═════ EXERCISE MATERIALS

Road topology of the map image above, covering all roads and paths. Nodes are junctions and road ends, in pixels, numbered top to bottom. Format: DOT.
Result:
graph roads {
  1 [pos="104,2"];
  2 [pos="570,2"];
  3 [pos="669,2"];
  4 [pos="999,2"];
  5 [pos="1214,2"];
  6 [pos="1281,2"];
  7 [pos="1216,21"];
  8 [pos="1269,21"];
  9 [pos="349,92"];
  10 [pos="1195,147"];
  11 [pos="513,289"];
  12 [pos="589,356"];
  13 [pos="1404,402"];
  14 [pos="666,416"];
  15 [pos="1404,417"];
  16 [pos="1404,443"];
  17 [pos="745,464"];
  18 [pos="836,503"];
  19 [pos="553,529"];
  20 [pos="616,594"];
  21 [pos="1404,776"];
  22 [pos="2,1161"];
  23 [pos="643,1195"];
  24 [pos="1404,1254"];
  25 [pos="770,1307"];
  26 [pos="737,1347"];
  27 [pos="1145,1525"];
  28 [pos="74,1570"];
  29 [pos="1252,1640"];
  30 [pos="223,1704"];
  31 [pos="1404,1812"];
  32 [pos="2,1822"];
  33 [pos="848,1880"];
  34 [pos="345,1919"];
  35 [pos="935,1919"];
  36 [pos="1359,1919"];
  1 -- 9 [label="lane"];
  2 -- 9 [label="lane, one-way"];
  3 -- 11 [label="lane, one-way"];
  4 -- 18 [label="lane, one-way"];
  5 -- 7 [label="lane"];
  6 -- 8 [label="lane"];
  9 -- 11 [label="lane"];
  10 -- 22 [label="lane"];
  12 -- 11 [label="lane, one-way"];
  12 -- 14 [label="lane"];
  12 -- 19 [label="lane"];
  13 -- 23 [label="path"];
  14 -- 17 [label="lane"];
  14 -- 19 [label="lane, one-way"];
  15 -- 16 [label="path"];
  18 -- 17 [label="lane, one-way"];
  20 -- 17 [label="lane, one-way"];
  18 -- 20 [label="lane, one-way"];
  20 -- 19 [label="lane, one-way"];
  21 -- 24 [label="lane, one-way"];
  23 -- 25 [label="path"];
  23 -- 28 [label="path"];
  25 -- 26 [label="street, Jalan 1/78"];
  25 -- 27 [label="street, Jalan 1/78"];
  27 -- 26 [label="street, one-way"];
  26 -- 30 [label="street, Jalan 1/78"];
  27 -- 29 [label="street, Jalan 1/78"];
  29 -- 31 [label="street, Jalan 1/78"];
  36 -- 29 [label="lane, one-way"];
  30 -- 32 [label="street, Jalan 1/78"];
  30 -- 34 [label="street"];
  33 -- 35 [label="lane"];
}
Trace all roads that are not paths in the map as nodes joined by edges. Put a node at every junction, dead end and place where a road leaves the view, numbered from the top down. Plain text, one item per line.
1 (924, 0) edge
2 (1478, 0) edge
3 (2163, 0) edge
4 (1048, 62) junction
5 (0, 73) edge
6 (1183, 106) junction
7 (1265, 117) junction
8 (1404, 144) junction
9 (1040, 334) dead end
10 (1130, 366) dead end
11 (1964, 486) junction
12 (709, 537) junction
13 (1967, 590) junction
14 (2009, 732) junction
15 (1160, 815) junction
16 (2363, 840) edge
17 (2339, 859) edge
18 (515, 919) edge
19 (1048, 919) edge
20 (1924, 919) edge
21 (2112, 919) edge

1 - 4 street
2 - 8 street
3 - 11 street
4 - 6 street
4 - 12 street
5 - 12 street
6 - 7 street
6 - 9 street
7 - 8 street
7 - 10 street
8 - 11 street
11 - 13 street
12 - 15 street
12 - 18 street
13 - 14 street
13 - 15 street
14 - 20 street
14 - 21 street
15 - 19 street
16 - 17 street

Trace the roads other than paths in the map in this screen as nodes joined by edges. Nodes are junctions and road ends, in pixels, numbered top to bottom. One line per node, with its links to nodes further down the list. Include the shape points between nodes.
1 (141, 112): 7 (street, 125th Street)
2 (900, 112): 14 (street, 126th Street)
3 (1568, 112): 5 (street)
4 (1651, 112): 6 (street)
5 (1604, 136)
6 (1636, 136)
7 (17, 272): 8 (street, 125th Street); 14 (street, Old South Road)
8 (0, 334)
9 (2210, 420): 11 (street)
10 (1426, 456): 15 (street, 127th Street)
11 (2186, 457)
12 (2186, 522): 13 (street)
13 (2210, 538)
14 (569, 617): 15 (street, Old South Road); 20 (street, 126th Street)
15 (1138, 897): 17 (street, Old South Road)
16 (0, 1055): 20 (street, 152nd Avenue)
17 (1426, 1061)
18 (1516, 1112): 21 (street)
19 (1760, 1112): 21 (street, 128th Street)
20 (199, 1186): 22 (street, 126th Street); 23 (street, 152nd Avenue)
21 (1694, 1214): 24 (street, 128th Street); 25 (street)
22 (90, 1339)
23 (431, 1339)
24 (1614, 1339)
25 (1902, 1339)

══════════

BRIEF
Filter the records above down to the lines containing "South".

SOLUTION
7 (17, 272): 8 (street, 125th Street); 14 (street, Old South Road)
14 (569, 617): 15 (street, Old South Road); 20 (street, 126th Street)
15 (1138, 897): 17 (street, Old South Road)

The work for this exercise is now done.